═════ Exercise inputs ═════
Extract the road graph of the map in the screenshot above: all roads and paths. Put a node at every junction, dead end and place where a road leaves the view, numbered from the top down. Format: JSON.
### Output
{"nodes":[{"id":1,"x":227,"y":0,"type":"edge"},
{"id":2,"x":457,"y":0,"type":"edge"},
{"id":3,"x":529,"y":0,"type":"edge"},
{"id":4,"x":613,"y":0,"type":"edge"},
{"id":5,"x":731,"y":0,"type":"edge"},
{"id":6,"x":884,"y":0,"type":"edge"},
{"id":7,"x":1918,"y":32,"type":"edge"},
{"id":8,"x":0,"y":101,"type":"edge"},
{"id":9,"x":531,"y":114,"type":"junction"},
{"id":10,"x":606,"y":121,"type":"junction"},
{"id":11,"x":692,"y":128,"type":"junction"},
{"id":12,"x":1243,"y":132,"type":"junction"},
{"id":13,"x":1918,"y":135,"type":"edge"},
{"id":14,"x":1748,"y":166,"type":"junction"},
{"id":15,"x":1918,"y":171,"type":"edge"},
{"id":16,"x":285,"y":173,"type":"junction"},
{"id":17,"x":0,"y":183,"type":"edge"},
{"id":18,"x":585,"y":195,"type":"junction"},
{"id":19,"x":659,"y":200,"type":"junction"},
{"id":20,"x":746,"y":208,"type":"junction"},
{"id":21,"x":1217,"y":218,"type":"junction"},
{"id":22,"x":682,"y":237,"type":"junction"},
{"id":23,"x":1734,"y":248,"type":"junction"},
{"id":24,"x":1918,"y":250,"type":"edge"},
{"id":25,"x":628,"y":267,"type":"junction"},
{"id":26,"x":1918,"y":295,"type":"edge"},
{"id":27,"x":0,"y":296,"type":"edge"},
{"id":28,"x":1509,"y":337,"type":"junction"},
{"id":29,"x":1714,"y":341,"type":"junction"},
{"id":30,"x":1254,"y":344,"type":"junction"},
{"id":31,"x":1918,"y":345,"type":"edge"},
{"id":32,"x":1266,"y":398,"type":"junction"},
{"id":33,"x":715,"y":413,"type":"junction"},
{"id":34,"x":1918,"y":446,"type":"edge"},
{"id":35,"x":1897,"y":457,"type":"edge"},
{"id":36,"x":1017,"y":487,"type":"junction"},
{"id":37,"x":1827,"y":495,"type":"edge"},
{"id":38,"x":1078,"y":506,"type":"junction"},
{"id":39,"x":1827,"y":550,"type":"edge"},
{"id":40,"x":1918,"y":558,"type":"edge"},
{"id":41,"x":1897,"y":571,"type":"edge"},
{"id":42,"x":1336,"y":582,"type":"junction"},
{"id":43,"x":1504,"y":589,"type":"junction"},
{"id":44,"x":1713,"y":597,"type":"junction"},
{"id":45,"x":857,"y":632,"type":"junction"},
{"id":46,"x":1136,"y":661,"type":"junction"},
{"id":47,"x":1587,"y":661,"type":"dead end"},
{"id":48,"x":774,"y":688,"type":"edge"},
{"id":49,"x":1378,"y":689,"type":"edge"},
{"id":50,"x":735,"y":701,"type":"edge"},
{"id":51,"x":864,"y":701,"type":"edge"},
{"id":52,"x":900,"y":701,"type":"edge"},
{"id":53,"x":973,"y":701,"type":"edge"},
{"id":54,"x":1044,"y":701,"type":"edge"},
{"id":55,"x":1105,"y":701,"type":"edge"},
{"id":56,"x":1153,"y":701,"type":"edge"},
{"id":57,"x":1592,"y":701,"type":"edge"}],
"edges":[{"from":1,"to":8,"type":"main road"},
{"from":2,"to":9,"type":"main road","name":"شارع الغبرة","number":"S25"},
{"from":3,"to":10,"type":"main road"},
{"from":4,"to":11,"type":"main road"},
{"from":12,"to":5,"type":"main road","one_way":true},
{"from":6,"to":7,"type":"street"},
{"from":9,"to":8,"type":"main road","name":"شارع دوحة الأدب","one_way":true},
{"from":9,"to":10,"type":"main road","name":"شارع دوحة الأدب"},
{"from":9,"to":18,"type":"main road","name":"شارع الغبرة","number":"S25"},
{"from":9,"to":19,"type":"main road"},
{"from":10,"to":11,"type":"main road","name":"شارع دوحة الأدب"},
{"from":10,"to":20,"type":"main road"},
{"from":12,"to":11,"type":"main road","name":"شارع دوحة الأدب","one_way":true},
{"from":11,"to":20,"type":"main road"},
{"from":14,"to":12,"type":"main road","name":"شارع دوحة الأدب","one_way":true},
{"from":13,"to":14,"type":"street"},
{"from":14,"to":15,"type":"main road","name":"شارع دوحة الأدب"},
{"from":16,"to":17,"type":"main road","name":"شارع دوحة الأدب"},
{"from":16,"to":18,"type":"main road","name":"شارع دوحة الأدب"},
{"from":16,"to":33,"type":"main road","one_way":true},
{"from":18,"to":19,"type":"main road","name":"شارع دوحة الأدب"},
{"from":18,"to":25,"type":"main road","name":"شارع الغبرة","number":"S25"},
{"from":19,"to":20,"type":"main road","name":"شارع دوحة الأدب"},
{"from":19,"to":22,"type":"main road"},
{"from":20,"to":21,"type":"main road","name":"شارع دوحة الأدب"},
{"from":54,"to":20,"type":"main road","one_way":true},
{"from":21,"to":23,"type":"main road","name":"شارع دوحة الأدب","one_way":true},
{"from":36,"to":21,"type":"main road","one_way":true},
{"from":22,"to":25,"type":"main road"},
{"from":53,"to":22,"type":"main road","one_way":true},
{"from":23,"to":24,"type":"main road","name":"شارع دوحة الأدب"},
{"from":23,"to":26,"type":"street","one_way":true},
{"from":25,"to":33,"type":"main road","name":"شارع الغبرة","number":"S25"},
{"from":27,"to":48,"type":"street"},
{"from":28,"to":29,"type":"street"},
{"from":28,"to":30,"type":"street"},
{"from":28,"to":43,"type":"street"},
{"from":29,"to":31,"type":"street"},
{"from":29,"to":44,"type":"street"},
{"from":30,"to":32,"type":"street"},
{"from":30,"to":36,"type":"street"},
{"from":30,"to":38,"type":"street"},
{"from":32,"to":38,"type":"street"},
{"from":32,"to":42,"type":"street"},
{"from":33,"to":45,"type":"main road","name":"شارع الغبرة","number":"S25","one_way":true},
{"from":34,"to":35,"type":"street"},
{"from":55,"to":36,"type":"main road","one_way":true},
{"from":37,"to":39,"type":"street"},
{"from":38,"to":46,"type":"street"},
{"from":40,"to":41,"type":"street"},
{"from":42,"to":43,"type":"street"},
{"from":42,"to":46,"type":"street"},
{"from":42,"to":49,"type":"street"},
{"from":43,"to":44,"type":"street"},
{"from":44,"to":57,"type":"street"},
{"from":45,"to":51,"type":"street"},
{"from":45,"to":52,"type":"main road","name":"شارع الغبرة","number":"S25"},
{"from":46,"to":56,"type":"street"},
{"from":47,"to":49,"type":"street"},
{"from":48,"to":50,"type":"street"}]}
═════
# [Task item]
Word for word, return all of the records.

# [Written reply]
Extract the road graph of the map in the screenshot above: all roads and paths. Put a node at every junction, dead end and place where a road leaves the view, numbered from the top down. Format: JSON.
### Output
{"nodes":[{"id":1,"x":227,"y":0,"type":"edge"},
{"id":2,"x":457,"y":0,"type":"edge"},
{"id":3,"x":529,"y":0,"type":"edge"},
{"id":4,"x":613,"y":0,"type":"edge"},
{"id":5,"x":731,"y":0,"type":"edge"},
{"id":6,"x":884,"y":0,"type":"edge"},
{"id":7,"x":1918,"y":32,"type":"edge"},
{"id":8,"x":0,"y":101,"type":"edge"},
{"id":9,"x":531,"y":114,"type":"junction"},
{"id":10,"x":606,"y":121,"type":"junction"},
{"id":11,"x":692,"y":128,"type":"junction"},
{"id":12,"x":1243,"y":132,"type":"junction"},
{"id":13,"x":1918,"y":135,"type":"edge"},
{"id":14,"x":1748,"y":166,"type":"junction"},
{"id":15,"x":1918,"y":171,"type":"edge"},
{"id":16,"x":285,"y":173,"type":"junction"},
{"id":17,"x":0,"y":183,"type":"edge"},
{"id":18,"x":585,"y":195,"type":"junction"},
{"id":19,"x":659,"y":200,"type":"junction"},
{"id":20,"x":746,"y":208,"type":"junction"},
{"id":21,"x":1217,"y":218,"type":"junction"},
{"id":22,"x":682,"y":237,"type":"junction"},
{"id":23,"x":1734,"y":248,"type":"junction"},
{"id":24,"x":1918,"y":250,"type":"edge"},
{"id":25,"x":628,"y":267,"type":"junction"},
{"id":26,"x":1918,"y":295,"type":"edge"},
{"id":27,"x":0,"y":296,"type":"edge"},
{"id":28,"x":1509,"y":337,"type":"junction"},
{"id":29,"x":1714,"y":341,"type":"junction"},
{"id":30,"x":1254,"y":344,"type":"junction"},
{"id":31,"x":1918,"y":345,"type":"edge"},
{"id":32,"x":1266,"y":398,"type":"junction"},
{"id":33,"x":715,"y":413,"type":"junction"},
{"id":34,"x":1918,"y":446,"type":"edge"},
{"id":35,"x":1897,"y":457,"type":"edge"},
{"id":36,"x":1017,"y":487,"type":"junction"},
{"id":37,"x":1827,"y":495,"type":"edge"},
{"id":38,"x":1078,"y":506,"type":"junction"},
{"id":39,"x":1827,"y":550,"type":"edge"},
{"id":40,"x":1918,"y":558,"type":"edge"},
{"id":41,"x":1897,"y":571,"type":"edge"},
{"id":42,"x":1336,"y":582,"type":"junction"},
{"id":43,"x":1504,"y":589,"type":"junction"},
{"id":44,"x":1713,"y":597,"type":"junction"},
{"id":45,"x":857,"y":632,"type":"junction"},
{"id":46,"x":1136,"y":661,"type":"junction"},
{"id":47,"x":1587,"y":661,"type":"dead end"},
{"id":48,"x":774,"y":688,"type":"edge"},
{"id":49,"x":1378,"y":689,"type":"edge"},
{"id":50,"x":735,"y":701,"type":"edge"},
{"id":51,"x":864,"y":701,"type":"edge"},
{"id":52,"x":900,"y":701,"type":"edge"},
{"id":53,"x":973,"y":701,"type":"edge"},
{"id":54,"x":1044,"y":701,"type":"edge"},
{"id":55,"x":1105,"y":701,"type":"edge"},
{"id":56,"x":1153,"y":701,"type":"edge"},
{"id":57,"x":1592,"y":701,"type":"edge"}],
"edges":[{"from":1,"to":8,"type":"main road"},
{"from":2,"to":9,"type":"main road","name":"شارع الغبرة","number":"S25"},
{"from":3,"to":10,"type":"main road"},
{"from":4,"to":11,"type":"main road"},
{"from":12,"to":5,"type":"main road","one_way":true},
{"from":6,"to":7,"type":"street"},
{"from":9,"to":8,"type":"main road","name":"شارع دوحة الأدب","one_way":true},
{"from":9,"to":10,"type":"main road","name":"شارع دوحة الأدب"},
{"from":9,"to":18,"type":"main road","name":"شارع الغبرة","number":"S25"},
{"from":9,"to":19,"type":"main road"},
{"from":10,"to":11,"type":"main road","name":"شارع دوحة الأدب"},
{"from":10,"to":20,"type":"main road"},
{"from":12,"to":11,"type":"main road","name":"شارع دوحة الأدب","one_way":true},
{"from":11,"to":20,"type":"main road"},
{"from":14,"to":12,"type":"main road","name":"شارع دوحة الأدب","one_way":true},
{"from":13,"to":14,"type":"street"},
{"from":14,"to":15,"type":"main road","name":"شارع دوحة الأدب"},
{"from":16,"to":17,"type":"main road","name":"شارع دوحة الأدب"},
{"from":16,"to":18,"type":"main road","name":"شارع دوحة الأدب"},
{"from":16,"to":33,"type":"main road","one_way":true},
{"from":18,"to":19,"type":"main road","name":"شارع دوحة الأدب"},
{"from":18,"to":25,"type":"main road","name":"شارع الغبرة","number":"S25"},
{"from":19,"to":20,"type":"main road","name":"شارع دوحة الأدب"},
{"from":19,"to":22,"type":"main road"},
{"from":20,"to":21,"type":"main road","name":"شارع دوحة الأدب"},
{"from":54,"to":20,"type":"main road","one_way":true},
{"from":21,"to":23,"type":"main road","name":"شارع دوحة الأدب","one_way":true},
{"from":36,"to":21,"type":"main road","one_way":true},
{"from":22,"to":25,"type":"main road"},
{"from":53,"to":22,"type":"main road","one_way":true},
{"from":23,"to":24,"type":"main road","name":"شارع دوحة الأدب"},
{"from":23,"to":26,"type":"street","one_way":true},
{"from":25,"to":33,"type":"main road","name":"شارع الغبرة","number":"S25"},
{"from":27,"to":48,"type":"street"},
{"from":28,"to":29,"type":"street"},
{"from":28,"to":30,"type":"street"},
{"from":28,"to":43,"type":"street"},
{"from":29,"to":31,"type":"street"},
{"from":29,"to":44,"type":"street"},
{"from":30,"to":32,"type":"street"},
{"from":30,"to":36,"type":"street"},
{"from":30,"to":38,"type":"street"},
{"from":32,"to":38,"type":"street"},
{"from":32,"to":42,"type":"street"},
{"from":33,"to":45,"type":"main road","name":"شارع الغبرة","number":"S25","one_way":true},
{"from":34,"to":35,"type":"street"},
{"from":55,"to":36,"type":"main road","one_way":true},
{"from":37,"to":39,"type":"street"},
{"from":38,"to":46,"type":"street"},
{"from":40,"to":41,"type":"street"},
{"from":42,"to":43,"type":"street"},
{"from":42,"to":46,"type":"street"},
{"from":42,"to":49,"type":"street"},
{"from":43,"to":44,"type":"street"},
{"from":44,"to":57,"type":"street"},
{"from":45,"to":51,"type":"street"},
{"from":45,"to":52,"type":"main road","name":"شارع الغبرة","number":"S25"},
{"from":46,"to":56,"type":"street"},
{"from":47,"to":49,"type":"street"},
{"from":48,"to":50,"type":"street"}]}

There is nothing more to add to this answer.